Auf längeren Strecken kommt auf dem Soziusplatz wegen hoher Rasten und zuwenig Platz nur bei sehr zierlichen Menschen Freude auf. Dank 74 kW (100 PS) ist bei der GPZ reichlich Fahraktivität geboten (Spitze 230 km/h), das Fahrwerk der immerhin fast 270 Kilogramm schweren Maschine ist zugleich komfortabel und kurvenfreudig, der Verbrauch bei leidlich gemäßigter Fahrweise mit 6,5 Litern noch angemessen; hohes Autobahntempo quittiert die GPZ allerdings mit Verbrauchswertenbis zu zehn Litern. Selbst bei der geringfügig leistungsreduzierten und damit versicherungsgünstigeren 98-PS-Version fallen allerdings erhebliche Unterhaltskosten an: Der alle 5000 Kilometer nötige Service schlägt mächtig zu Buche.

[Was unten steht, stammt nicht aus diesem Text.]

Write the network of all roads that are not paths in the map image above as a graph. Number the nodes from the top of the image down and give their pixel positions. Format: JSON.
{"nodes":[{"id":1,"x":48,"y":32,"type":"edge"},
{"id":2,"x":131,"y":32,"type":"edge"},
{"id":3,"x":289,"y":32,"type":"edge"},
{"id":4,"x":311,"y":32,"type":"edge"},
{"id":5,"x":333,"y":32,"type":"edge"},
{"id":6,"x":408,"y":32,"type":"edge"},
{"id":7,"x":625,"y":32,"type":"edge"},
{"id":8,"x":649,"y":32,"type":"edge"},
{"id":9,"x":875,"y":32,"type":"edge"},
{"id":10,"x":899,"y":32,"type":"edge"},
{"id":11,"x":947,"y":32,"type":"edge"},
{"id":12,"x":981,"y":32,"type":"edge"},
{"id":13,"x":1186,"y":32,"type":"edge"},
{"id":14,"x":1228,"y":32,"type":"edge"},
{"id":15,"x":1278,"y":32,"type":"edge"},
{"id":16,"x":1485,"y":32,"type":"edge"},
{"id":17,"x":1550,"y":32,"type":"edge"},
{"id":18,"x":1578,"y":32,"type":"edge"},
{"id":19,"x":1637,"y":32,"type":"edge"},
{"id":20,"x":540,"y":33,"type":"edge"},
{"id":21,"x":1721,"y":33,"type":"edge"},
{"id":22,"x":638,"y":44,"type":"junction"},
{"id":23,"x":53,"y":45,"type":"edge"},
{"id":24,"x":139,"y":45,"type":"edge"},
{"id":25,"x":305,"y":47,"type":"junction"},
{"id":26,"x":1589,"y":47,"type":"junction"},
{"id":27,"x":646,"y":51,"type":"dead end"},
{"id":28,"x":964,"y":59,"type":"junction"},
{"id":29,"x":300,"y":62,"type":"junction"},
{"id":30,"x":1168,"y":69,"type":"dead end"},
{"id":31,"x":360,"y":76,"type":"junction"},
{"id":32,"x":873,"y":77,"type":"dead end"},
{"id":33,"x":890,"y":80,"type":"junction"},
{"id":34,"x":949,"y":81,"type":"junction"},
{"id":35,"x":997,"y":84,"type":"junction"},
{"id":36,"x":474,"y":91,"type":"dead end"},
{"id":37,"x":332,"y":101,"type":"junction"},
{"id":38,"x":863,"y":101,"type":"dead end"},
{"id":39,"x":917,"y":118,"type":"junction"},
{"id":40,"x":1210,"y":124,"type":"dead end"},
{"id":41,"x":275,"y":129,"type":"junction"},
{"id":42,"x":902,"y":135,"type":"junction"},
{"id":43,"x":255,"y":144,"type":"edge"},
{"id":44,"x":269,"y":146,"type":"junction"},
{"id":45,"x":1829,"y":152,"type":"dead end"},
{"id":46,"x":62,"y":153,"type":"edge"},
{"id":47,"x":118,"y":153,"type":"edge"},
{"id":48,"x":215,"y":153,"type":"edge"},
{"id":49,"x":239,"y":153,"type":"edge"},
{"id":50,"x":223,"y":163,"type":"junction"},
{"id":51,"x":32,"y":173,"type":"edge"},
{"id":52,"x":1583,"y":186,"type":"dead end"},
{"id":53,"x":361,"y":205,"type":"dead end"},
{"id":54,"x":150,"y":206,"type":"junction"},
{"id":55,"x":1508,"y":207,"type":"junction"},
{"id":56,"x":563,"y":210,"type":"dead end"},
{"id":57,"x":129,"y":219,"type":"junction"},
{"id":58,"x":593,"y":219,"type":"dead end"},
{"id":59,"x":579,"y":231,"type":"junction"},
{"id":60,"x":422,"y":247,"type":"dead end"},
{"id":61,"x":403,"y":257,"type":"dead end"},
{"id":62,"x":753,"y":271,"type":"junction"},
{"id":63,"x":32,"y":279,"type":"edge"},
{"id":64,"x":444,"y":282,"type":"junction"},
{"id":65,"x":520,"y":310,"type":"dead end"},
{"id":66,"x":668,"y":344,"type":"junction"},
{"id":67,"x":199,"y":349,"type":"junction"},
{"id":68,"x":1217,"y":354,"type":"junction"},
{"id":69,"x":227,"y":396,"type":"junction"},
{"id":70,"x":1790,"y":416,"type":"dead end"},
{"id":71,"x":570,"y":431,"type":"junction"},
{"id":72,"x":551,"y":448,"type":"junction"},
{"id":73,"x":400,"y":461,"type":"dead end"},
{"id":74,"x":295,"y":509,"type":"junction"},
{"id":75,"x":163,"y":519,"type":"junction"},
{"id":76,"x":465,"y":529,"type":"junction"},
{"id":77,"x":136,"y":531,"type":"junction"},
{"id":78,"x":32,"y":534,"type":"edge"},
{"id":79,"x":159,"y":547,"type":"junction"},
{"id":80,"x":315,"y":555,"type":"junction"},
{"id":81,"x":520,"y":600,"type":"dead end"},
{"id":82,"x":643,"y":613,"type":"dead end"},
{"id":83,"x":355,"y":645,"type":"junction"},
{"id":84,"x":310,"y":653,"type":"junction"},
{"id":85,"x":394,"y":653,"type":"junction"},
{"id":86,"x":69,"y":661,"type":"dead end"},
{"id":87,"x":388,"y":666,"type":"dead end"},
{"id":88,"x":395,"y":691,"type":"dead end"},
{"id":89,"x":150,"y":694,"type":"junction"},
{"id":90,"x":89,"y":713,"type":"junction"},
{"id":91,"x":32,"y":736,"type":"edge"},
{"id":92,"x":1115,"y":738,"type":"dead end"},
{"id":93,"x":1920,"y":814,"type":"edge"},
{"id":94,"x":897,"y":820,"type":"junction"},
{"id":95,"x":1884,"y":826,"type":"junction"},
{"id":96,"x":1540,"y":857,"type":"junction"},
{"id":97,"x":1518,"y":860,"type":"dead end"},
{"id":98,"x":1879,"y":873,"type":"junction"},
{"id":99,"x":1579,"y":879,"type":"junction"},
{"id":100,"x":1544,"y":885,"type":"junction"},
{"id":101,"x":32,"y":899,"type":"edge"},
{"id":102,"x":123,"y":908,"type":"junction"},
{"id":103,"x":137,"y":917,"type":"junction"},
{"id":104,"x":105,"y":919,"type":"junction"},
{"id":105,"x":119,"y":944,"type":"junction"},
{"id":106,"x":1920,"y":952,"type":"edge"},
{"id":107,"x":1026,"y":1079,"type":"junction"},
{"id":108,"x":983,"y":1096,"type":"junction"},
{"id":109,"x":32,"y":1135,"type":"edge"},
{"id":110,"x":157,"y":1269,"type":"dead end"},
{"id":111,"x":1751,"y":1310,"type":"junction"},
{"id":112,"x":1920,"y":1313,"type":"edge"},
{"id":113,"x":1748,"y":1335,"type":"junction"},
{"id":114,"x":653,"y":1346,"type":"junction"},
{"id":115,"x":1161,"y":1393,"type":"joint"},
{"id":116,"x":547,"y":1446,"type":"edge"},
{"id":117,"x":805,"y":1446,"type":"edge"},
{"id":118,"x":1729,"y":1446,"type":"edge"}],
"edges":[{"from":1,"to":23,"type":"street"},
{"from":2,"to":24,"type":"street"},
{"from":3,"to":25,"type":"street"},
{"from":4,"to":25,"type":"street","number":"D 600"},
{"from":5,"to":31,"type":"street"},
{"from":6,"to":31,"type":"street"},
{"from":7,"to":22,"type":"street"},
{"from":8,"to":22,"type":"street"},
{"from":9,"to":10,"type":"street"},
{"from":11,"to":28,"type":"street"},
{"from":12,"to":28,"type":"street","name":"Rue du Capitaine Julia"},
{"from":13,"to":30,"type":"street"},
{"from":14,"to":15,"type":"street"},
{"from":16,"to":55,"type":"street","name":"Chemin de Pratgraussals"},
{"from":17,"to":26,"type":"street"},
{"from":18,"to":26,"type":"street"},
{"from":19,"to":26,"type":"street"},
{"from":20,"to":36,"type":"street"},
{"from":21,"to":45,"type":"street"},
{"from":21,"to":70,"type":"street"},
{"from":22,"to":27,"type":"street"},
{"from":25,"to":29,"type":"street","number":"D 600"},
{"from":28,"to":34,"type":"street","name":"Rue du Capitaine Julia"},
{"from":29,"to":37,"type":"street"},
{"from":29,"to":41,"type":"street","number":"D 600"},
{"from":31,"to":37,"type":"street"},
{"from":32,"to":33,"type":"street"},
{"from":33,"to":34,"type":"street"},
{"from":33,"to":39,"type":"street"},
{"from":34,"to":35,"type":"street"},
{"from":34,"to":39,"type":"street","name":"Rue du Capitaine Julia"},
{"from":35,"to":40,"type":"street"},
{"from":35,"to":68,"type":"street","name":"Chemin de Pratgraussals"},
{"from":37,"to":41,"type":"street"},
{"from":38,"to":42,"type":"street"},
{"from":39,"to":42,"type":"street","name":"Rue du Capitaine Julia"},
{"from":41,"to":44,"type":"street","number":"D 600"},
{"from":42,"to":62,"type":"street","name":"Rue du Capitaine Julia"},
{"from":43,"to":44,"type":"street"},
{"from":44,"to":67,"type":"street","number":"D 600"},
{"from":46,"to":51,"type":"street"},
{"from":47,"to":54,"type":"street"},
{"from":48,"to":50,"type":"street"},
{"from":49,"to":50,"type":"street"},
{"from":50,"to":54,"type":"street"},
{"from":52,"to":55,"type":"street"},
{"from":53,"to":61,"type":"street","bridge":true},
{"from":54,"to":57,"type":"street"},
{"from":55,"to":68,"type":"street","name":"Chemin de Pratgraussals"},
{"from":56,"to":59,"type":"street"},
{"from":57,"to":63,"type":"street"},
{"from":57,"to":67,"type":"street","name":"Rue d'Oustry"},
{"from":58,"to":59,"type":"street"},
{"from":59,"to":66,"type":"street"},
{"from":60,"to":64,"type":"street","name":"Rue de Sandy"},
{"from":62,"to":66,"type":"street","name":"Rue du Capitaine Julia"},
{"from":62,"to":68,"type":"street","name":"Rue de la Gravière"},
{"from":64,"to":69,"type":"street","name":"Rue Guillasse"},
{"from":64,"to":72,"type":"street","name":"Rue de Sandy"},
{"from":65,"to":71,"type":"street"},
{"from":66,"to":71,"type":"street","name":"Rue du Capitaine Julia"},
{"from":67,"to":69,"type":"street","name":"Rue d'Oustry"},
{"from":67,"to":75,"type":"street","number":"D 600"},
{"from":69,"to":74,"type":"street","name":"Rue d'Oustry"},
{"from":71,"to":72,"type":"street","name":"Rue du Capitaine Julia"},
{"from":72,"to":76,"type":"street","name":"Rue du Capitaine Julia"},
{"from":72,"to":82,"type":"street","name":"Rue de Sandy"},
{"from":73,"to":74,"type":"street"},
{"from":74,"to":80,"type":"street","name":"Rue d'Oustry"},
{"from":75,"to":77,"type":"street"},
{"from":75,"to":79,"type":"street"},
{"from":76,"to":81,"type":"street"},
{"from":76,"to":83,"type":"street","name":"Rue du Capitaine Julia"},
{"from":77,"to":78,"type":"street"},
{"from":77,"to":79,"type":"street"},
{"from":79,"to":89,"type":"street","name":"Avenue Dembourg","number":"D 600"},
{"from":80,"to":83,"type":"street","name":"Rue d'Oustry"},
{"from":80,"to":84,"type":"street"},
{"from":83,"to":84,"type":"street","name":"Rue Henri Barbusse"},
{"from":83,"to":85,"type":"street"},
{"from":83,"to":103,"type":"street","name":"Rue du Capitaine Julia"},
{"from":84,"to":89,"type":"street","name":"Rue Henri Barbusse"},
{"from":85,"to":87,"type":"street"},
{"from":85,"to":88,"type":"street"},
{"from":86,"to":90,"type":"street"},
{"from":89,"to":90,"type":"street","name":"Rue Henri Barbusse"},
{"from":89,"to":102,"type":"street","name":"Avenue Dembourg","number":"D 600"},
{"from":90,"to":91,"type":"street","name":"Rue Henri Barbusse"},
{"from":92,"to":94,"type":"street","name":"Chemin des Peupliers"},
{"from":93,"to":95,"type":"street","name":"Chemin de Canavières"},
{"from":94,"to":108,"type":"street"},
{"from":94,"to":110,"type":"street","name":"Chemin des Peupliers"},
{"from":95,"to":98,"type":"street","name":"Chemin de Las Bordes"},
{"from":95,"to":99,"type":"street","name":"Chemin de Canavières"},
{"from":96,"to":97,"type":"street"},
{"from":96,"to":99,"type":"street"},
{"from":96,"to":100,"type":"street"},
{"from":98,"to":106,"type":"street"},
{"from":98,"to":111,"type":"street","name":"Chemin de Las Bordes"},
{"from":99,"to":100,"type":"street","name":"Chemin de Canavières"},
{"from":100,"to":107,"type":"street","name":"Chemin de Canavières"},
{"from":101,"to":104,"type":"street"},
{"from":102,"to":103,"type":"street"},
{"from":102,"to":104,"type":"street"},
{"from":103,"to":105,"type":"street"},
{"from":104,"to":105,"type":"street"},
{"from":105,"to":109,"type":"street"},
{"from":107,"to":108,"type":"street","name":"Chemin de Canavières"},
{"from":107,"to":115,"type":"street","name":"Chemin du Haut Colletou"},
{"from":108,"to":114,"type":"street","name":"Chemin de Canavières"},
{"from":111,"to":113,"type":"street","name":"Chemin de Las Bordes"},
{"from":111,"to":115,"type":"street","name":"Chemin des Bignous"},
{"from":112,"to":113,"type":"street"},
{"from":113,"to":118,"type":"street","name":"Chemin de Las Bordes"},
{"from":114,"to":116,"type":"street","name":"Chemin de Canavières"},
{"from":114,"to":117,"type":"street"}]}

Die relativ preiswerte Mischung aus Lämmchen und Wolf im dezent gestylten Schafspelz in Form der GPZ macht durchaus Sinn. Die Nachfrage nach der aufwendigeren ZZ-R 1100 dürfte deshalb voraussichtlich unter der GPZ 1100 leiden, der sowieso schon länger eine Mauerblümchenrolle spielende Tourer GTR 1000 ist wohl ebenfalls demnächst ein Auslaufmodell.